State Water Resources Research Institute Program
Project ID: 2012DC142B
Title: Composting Makes Sense
Project Type: Research
Start Date: 3/01/2012
End Date: 2/28/2013
Congressional District: DC
Focus Categories: Nutrients, Economics, Agriculture
Keywords: compost, nutrient management, stormwater management, sustainable urban infrastructure, waste management
Principal Investigators: Ways, Howar; Platt, Brenda (Institute for Local Self-Reliance)
Federal Funds: $ 0
Non-Federal Matching Funds: $ 21,900
Abstract: Despite decades of attention, the Chesapeake Bay watershed suffers from excessive nitrogen and phosphorus levels due to nutrient-laden run-off pollution. Excess fertilizers from farms and suburban lawns, sewage from septic systems, and sediment from construction projects wash off the land and into our waterways every time it rains. About 60% of soil that is washed away ends up in rivers, streams and lakes, contaminating waterways with soil's fertilizers and pesticides. Soil erosion also reduces the ability of soil to store water and support plant growth. Nationally, soil is being swept and washed away 10 to 40 times faster than it is being replenished, destroying acres of cropland, despite the fact that the need for food and other agricultural products continues to grow. The economic impact of soil erosion is enormous.
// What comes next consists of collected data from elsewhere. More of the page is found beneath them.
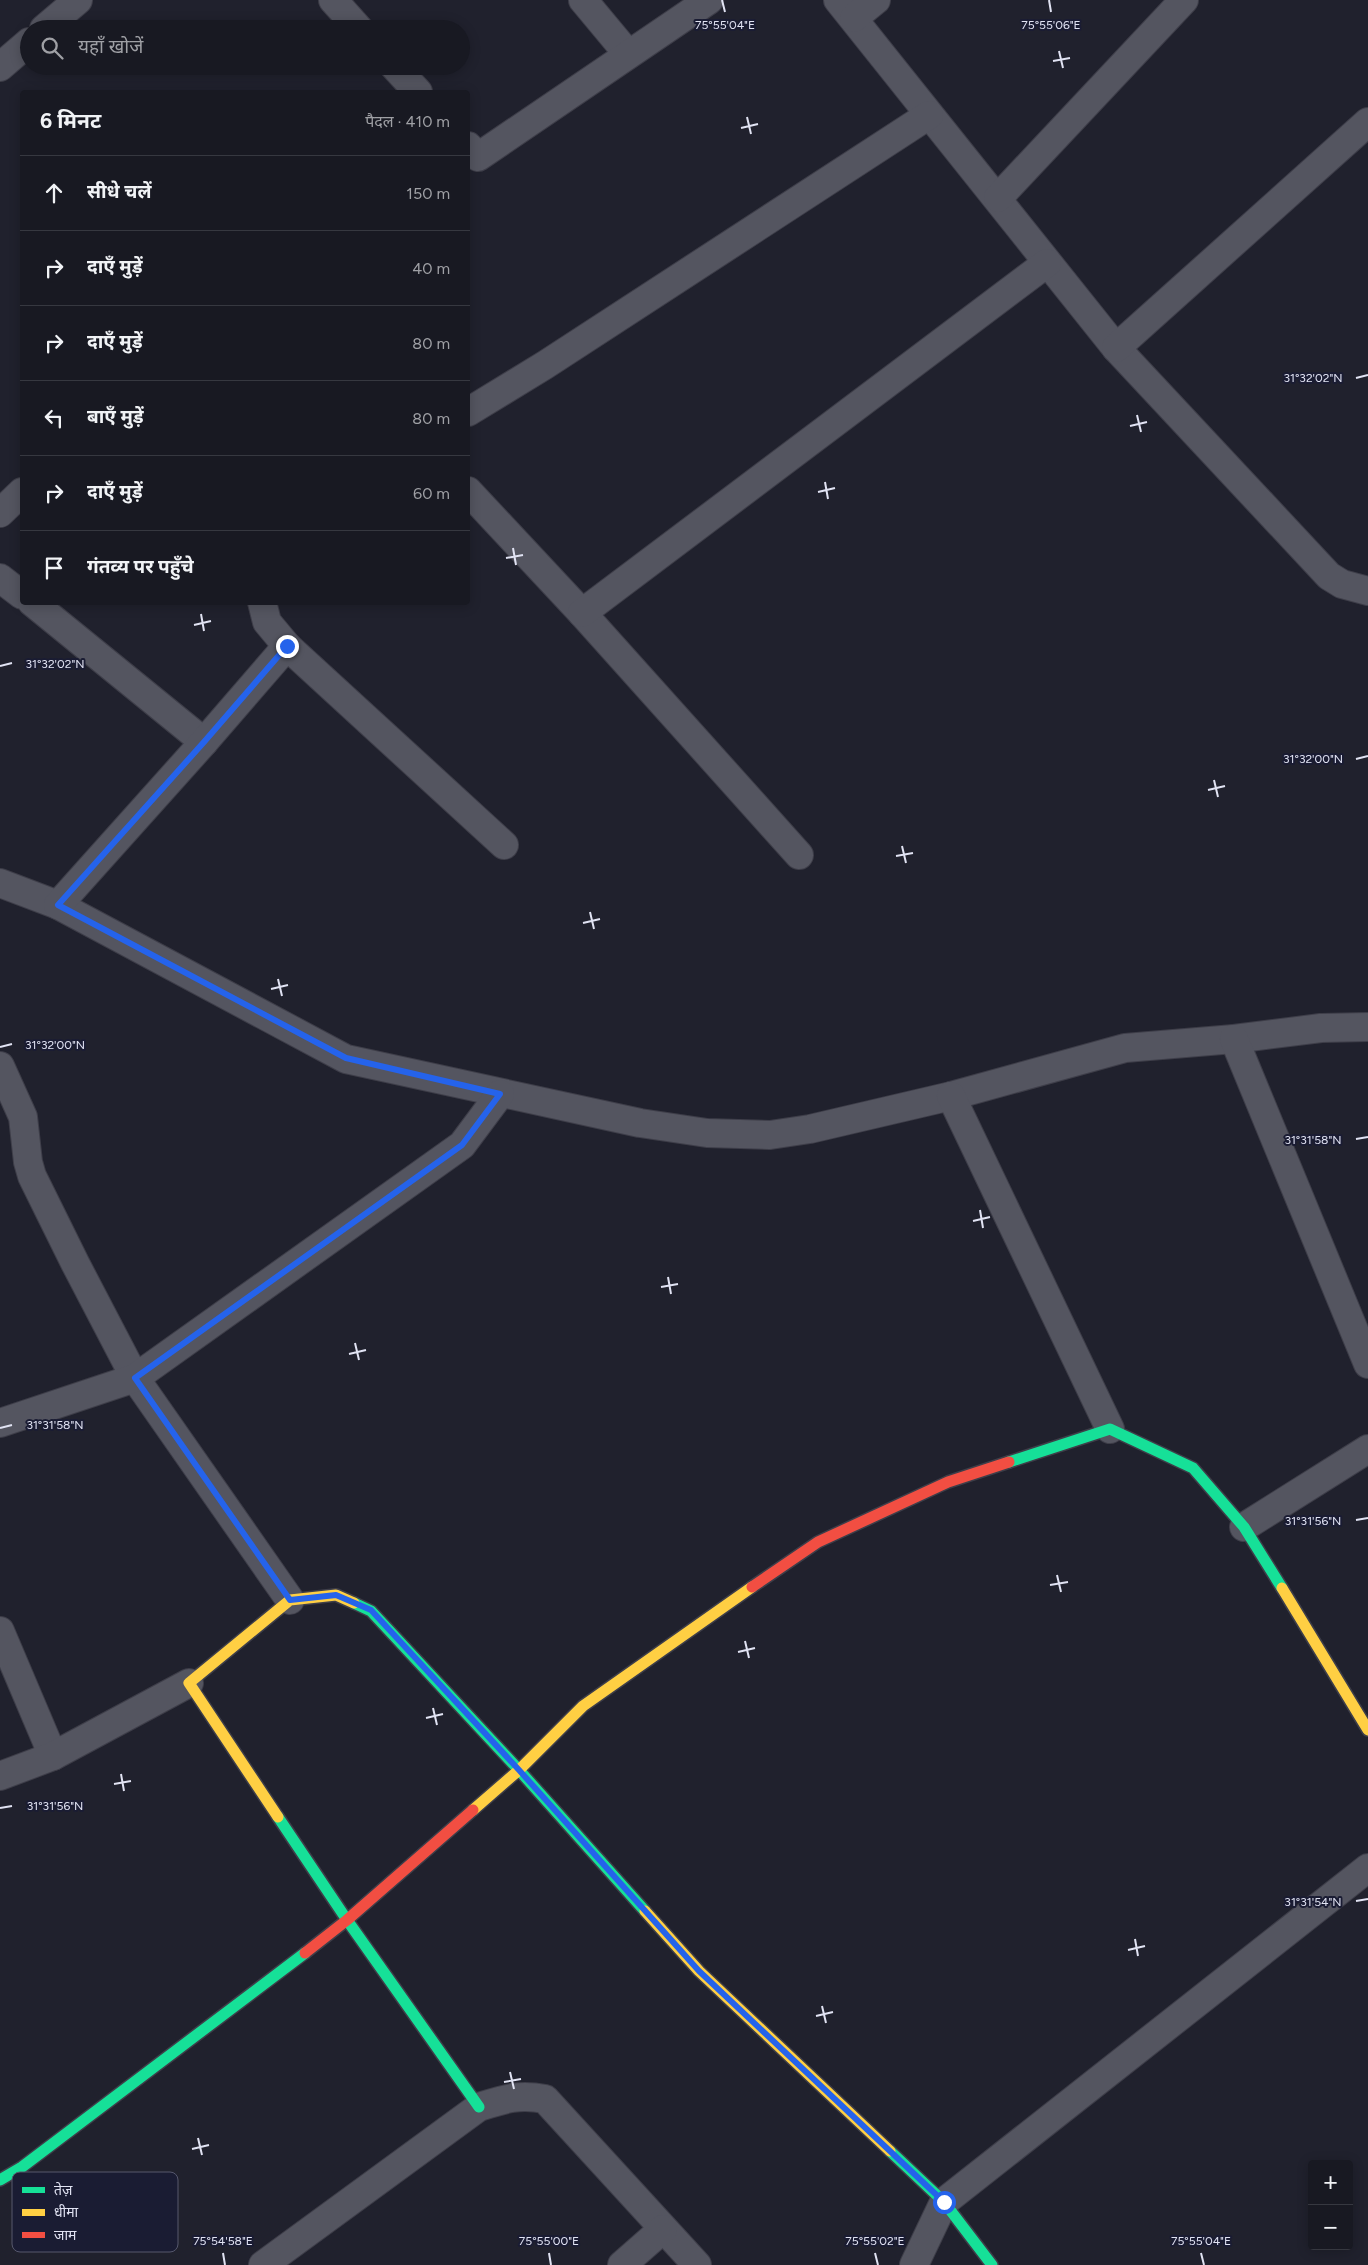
<!DOCTYPE html>
<html lang="hi">
<head>
<meta charset="utf-8">
<style>
  body { margin:0; font-family:Figtree,"Noto Sans Devanagari",sans-serif; background:#21222a; color:#f1f3f6 }
  .controls { position:absolute; right:15px; bottom:15px; display:grid; overflow:hidden; border-radius:5px; box-shadow:0 2px 12px #0003 }
  .controls button { width:45px; height:45px; display:grid; place-items:center; padding:0; border:0; border-bottom:1px solid #363840; background:#181922; color:#f1f3f6; font:25px sans-serif }
  .stop { position:absolute; width:15px; height:15px; margin:-11px; border:4px solid #2563eb; border-radius:50%; background:#fff }
  .stop.end { background:#2563eb; border-color:#fff; box-shadow:0 1px 5px #0008 }
  .list { margin:0; padding:0; list-style:none }
  h2 { display:flex; justify-content:space-between; align-items:center; height:65px; margin:0; padding:0 20px; font-size:21px }
  h2 small { font-size:16px; font-weight:400; color:#9fa0a5 }
  .list li { display:grid; grid-template-columns:32px 1fr auto; gap:15px; align-items:center; box-sizing:border-box; height:75px; padding:0 20px; border-top:1px solid #363840 }
  .list b { display:block; font-size:19px; white-space:nowrap }
  .list em { font-size:16px; font-style:normal; color:#9fa0a5 }
  .icon { flex:none; width:28px; height:28px; fill:none; stroke:currentColor; stroke-width:2; stroke-linecap:round; stroke-linejoin:round }
  .map { position:relative; flex:none; width:1368px; height:2265px; overflow:hidden }
  .search { position:absolute; background:#181922; box-shadow:0 2px 12px #0003; left:20px; top:20px; width:450px; height:55px; display:flex; align-items:center; gap:12px; box-sizing:border-box; padding:0 18px; border-radius:28px; color:#9fa0a5; font-size:19px }
  .panel { position:absolute; background:#181922; box-shadow:0 2px 12px #0003; left:20px; top:90px; width:450px; height:515px; border-radius:5px }
  .map>svg:first-child { display:block }
  .lines { fill:none; stroke-linecap:round; stroke-linejoin:round }
  .street-casing { stroke:#3e3e49; stroke-width:30 }
  .fast-casing { stroke:#3e3e49; stroke-width:14 }
  .slow-casing { stroke:#3e3e49; stroke-width:14 }
  .jam-casing { stroke:#3e3e49; stroke-width:14 }
  .street { stroke:#545560; stroke-width:28 }
  .fast { stroke:#16e098; stroke-width:11 }
  .slow { stroke:#ffcf43; stroke-width:11 }
  .jam { stroke:#f24e42; stroke-width:11 }
  .route { stroke:#2563eb; stroke-width:6 }
  .ticks { fill:none; stroke:#e1e3f3; stroke-width:2 }
  .key { fill:#1a1c33; stroke:#56586d; stroke-width:1 }
  .key-label { font-size:14px; fill:#e1e3f3 }
  .ticks-label { font-size:12px; text-anchor:middle; fill:#e1e3f3; stroke:#1a1c33; stroke-width:4; stroke-linejoin:round; paint-order:stroke }
</style>
</head>
<body>
<div class="map">
<svg width="1368" height="2265" viewBox="0 0 1368 2265">
  <rect width="100%" height="100%" fill="#20212d"/>
  <g class="lines">
    <defs>
      <g id="street">
        <path d="M 333,0 L 359,29"/>
        <path d="M 583,0 L 628,54"/>
        <path d="M 838,0 L 1116,348 L 1329,576 L 1342,584 L 1368,591"/>
        <path d="M 854,18 L 876,0"/>
        <path d="M 44,29 L 78,0"/>
        <path d="M 394,66 L 418,92"/>
        <path d="M 0,67 L 29,42"/>
        <path d="M 468,146 L 478,157 L 709,0"/>
        <path d="M 998,198 L 1184,0"/>
        <path d="M 1116,348 L 1368,122"/>
        <path d="M 468,412 L 545,365 L 929,115"/>
        <path d="M 468,491 L 582,613 L 799,855"/>
        <path d="M 0,513 L 22,492"/>
        <path d="M 0,578 L 22,595"/>
        <path d="M 32,602 L 204,742"/>
        <path d="M 582,613 L 1047,263"/>
        <path d="M 287,646 L 504,845"/>
        <path d="M 0,883 L 58,905 L 346,1059 L 640,1123 L 707,1133 L 770,1135 L 810,1129 L 951,1096 L 1125,1048 L 1234,1039 L 1321,1028 L 1368,1027"/>
        <path d="M 58,905 L 204,742 L 287,646 L 267,622 L 262,602"/>
        <path d="M 1234,1039 L 1368,1364"/>
        <path d="M 0,1066 L 23,1117 L 28,1162 L 32,1176 L 75,1263 L 135,1378 L 290,1600"/>
        <path d="M 951,1096 L 1110,1429"/>
        <path d="M 0,1423 L 135,1378 L 462,1145 L 500,1094"/>
        <path d="M 1244,1527 L 1368,1449"/>
        <path d="M 0,1631 L 53,1756"/>
        <path d="M 0,1776 L 53,1756 L 189,1683"/>
        <path d="M 263,2265 L 479,2107 C 504,2099 518,2094 545,2099 L 697,2265"/>
        <path d="M 622,2265 L 663,2229"/>
        <path d="M 914,2265 L 944,2202 L 1368,1868"/>
      </g>
      <g id="fast">
        <path d="M 1009,1462 L 1110,1429 L 1193,1468 L 1244,1527 L 1282,1588"/>
        <path d="M 354,1603 L 371,1611 L 519,1770 L 645,1911"/>
        <path d="M 278,1817 L 347,1920 L 479,2107"/>
        <path d="M 890,2151 L 944,2202 L 992,2265"/>
        <path d="M 0,2180 L 22,2167 L 305,1953"/>
      </g>
      <g id="slow">
        <path d="M 1282,1588 L 1368,1730"/>
        <path d="M 473,1810 L 519,1770 L 583,1706 L 752,1587"/>
        <path d="M 278,1817 L 189,1683 L 290,1600 L 336,1595 L 354,1603"/>
        <path d="M 645,1911 L 699,1971 L 890,2151"/>
      </g>
      <g id="jam">
        <path d="M 752,1587 L 818,1542 L 948,1482 L 1009,1462"/>
        <path d="M 305,1953 L 347,1920 L 473,1810"/>
      </g>
    </defs>
    <!-- street casing -->
    <use href="#street" class="street-casing"/>
    <!-- fast casing -->
    <use href="#fast" class="fast-casing"/>
    <!-- slow casing -->
    <use href="#slow" class="slow-casing"/>
    <!-- jam casing -->
    <use href="#jam" class="jam-casing"/>
    <!-- street -->
    <use href="#street" class="street"/>
    <!-- fast -->
    <use href="#fast" class="fast"/>
    <!-- slow -->
    <use href="#slow" class="slow"/>
    <!-- jam -->
    <use href="#jam" class="jam"/>
  </g>
  <g class="lines">
    <!-- route -->
    <path class="route" d="M 287,646 L 204,742 L 58,905 L 346,1058 L 500,1094 L 462,1145 L 135,1378 L 290,1600 L 336,1595 L 371,1610 L 519,1770 L 699,1971 L 944,2202"/>
  </g>
  <!-- ticks -->
  <path class="ticks" d="M 722,0 L 725,12M 1049,0 L 1051,12M 1059,51 L 1063,68M 1053,61 L 1070,58M 747,117 L 751,134M 741,128 L 758,124M 1356,378 L 1368,375M 1137,415 L 1141,432M 1130,426 L 1147,422M 825,482 L 828,499M 818,492 L 835,488M 513,548 L 516,565M 506,558 L 523,555M 201,614 L 204,631M 194,625 L 211,621M 0,666 L 12,663M 1356,759 L 1368,756M 1214,780 L 1218,797M 1208,790 L 1225,786M 902,846 L 906,863M 896,856 L 913,853M 590,912 L 594,929M 583,923 L 600,919M 278,979 L 282,996M 271,989 L 288,985M 0,1047 L 12,1044M 1356,1139 L 1368,1137M 980,1210 L 983,1228M 973,1221 L 990,1217M 668,1277 L 671,1294M 661,1287 L 678,1284M 355,1343 L 359,1360M 349,1354 L 366,1350M 0,1428 L 12,1425M 1356,1520 L 1368,1518M 1057,1575 L 1061,1592M 1050,1585 L 1068,1582M 745,1641 L 749,1658M 738,1652 L 755,1648M 433,1708 L 437,1725M 426,1718 L 443,1714M 121,1774 L 124,1791M 114,1784 L 131,1781M 0,1808 L 12,1806M 1356,1901 L 1368,1899M 1135,1939 L 1138,1956M 1128,1950 L 1145,1946M 822,2006 L 826,2023M 816,2016 L 833,2012M 510,2072 L 514,2089M 504,2082 L 521,2079M 198,2138 L 202,2155M 192,2149 L 209,2145M 223,2253 L 225,2265M 549,2253 L 551,2265M 875,2253 L 878,2265M 1201,2253 L 1204,2265"/>
  <!-- legend -->
  <rect x="12" y="2172" width="166" height="80" rx="8" class="key"/>
  <rect x="22" y="2187" width="23" height="6" fill="#16e098"/>
  <rect x="22" y="2209" width="23" height="7" fill="#ffcf43"/>
  <rect x="22" y="2232" width="23" height="6" fill="#f24e42"/>
  <g class="key-label">
    <text x="54" y="2195">तेज़</text>
    <text x="54" y="2217">धीमा</text>
    <text x="54" y="2240">जाम</text>
  </g>
  <g class="ticks-label">
    <text x="725" y="29">75°55'04"E</text>
    <text x="1051" y="29">75°55'06"E</text>
    <text x="1313" y="382">31°32'02"N</text>
    <text x="55" y="668">31°32'02"N</text>
    <text x="1313" y="763">31°32'00"N</text>
    <text x="55" y="1049">31°32'00"N</text>
    <text x="1313" y="1144">31°31'58"N</text>
    <text x="55" y="1429">31°31'58"N</text>
    <text x="1313" y="1525">31°31'56"N</text>
    <text x="55" y="1810">31°31'56"N</text>
    <text x="1313" y="1906">31°31'54"N</text>
    <text x="223" y="2245">75°54'58"E</text>
    <text x="549" y="2245">75°55'00"E</text>
    <text x="875" y="2245">75°55'02"E</text>
    <text x="1201" y="2245">75°55'04"E</text>
  </g>
</svg>
<div class="controls">
<button>+</button>
<button>−</button>
</div>
<div class="stop" style="left:944px;top:2202px"></div>
<div class="stop end" style="left:287px;top:646px"></div>
<div class="search"><svg class="icon" aria-label="search" viewBox="0 0 24 24"><circle cx="10" cy="10" r="6"/><path d="M15 15l6 6"/></svg>यहाँ खोजें</div>
<section class="panel">
<h2>6 मिनट<small>पैदल · 410 m</small></h2>
<ul class="list">
<li><svg class="icon" aria-label="ahead" viewBox="0 0 24 24"><path d="M12 20V5M6 11l6-6 6 6"/></svg><div><b>सीधे चलें</b></div><em>150 m</em></li>
<li><svg class="icon" aria-label="right" viewBox="0 0 24 24"><path d="M7 20v-9h11M14 6l5 5-5 5"/></svg><div><b>दाएँ मुड़ें</b></div><em>40 m</em></li>
<li><svg class="icon" aria-label="right" viewBox="0 0 24 24"><path d="M7 20v-9h11M14 6l5 5-5 5"/></svg><div><b>दाएँ मुड़ें</b></div><em>80 m</em></li>
<li><svg class="icon" aria-label="left" viewBox="0 0 24 24"><path d="M17 20v-9H6M10 6l-5 5 5 5"/></svg><div><b>बाएँ मुड़ें</b></div><em>80 m</em></li>
<li><svg class="icon" aria-label="right" viewBox="0 0 24 24"><path d="M7 20v-9h11M14 6l5 5-5 5"/></svg><div><b>दाएँ मुड़ें</b></div><em>60 m</em></li>
<li><svg class="icon" aria-label="arrive" viewBox="0 0 24 24"><path d="M6 21V4h12l-3 4 3 4H6"/></svg><div><b>गंतव्य पर पहुँचे</b></div></li>
</ul>
</section>
</div>
</body>
</html>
The good news is that many of these problems can be mitigated by expanding the use of compost made from animal manures and municipal yard trimmings and food scraps. Compost adds needed organic matter to soil, sequesters carbon in soil, improves plant growth, reduces water use by 10%, avoids landfill methane and waste incinerator emissions, reduces reliance on chemical pesticides and fertilizers, and helps prevent nutrient-run-off and soil erosion. It represents a win-win solution to urban food waste problems as well as rural animal manure problems. Furthermore, unlike recycling, composting is inherently local and part of the natural ecosystem. Recovered organics cannot be shipped abroad to be made into compost; this happens locally with myriad benefits to the local economy and environment.
While our soils erode and lose nutrients, we throw away millions of tons of food scraps and yard trimmings. Putrescible materials make landfills a top source of methane, a powerful greenhouse gas. Trash is linked to climate change, contributes to air pollution in the region (as many DC-area jurisdictions rely on incineration), and impacts the region's watershed. Furthermore, the District and the Mid-Atlantic region in general lag behind the nation in composting programs and policies. While year-round yard trim collection programs are common around the country, DC only composts fall leaves. Food residuals composting is expanding across the country, but little infrastructure exists in our region.
The goal of the Composting Makes Sense Project is to research and document the watershed and other community benefits of composting organic discards to the District and the surrounding region, and to identify specific policies for implementation that will help expand the use of compost as a watershed protection method. University of the District of Columbia students will work under the guidance of the Institute for Local Self-Reliance (ILSR), a local nonprofit organization working to expand the use of compost in the region, to undertake this research.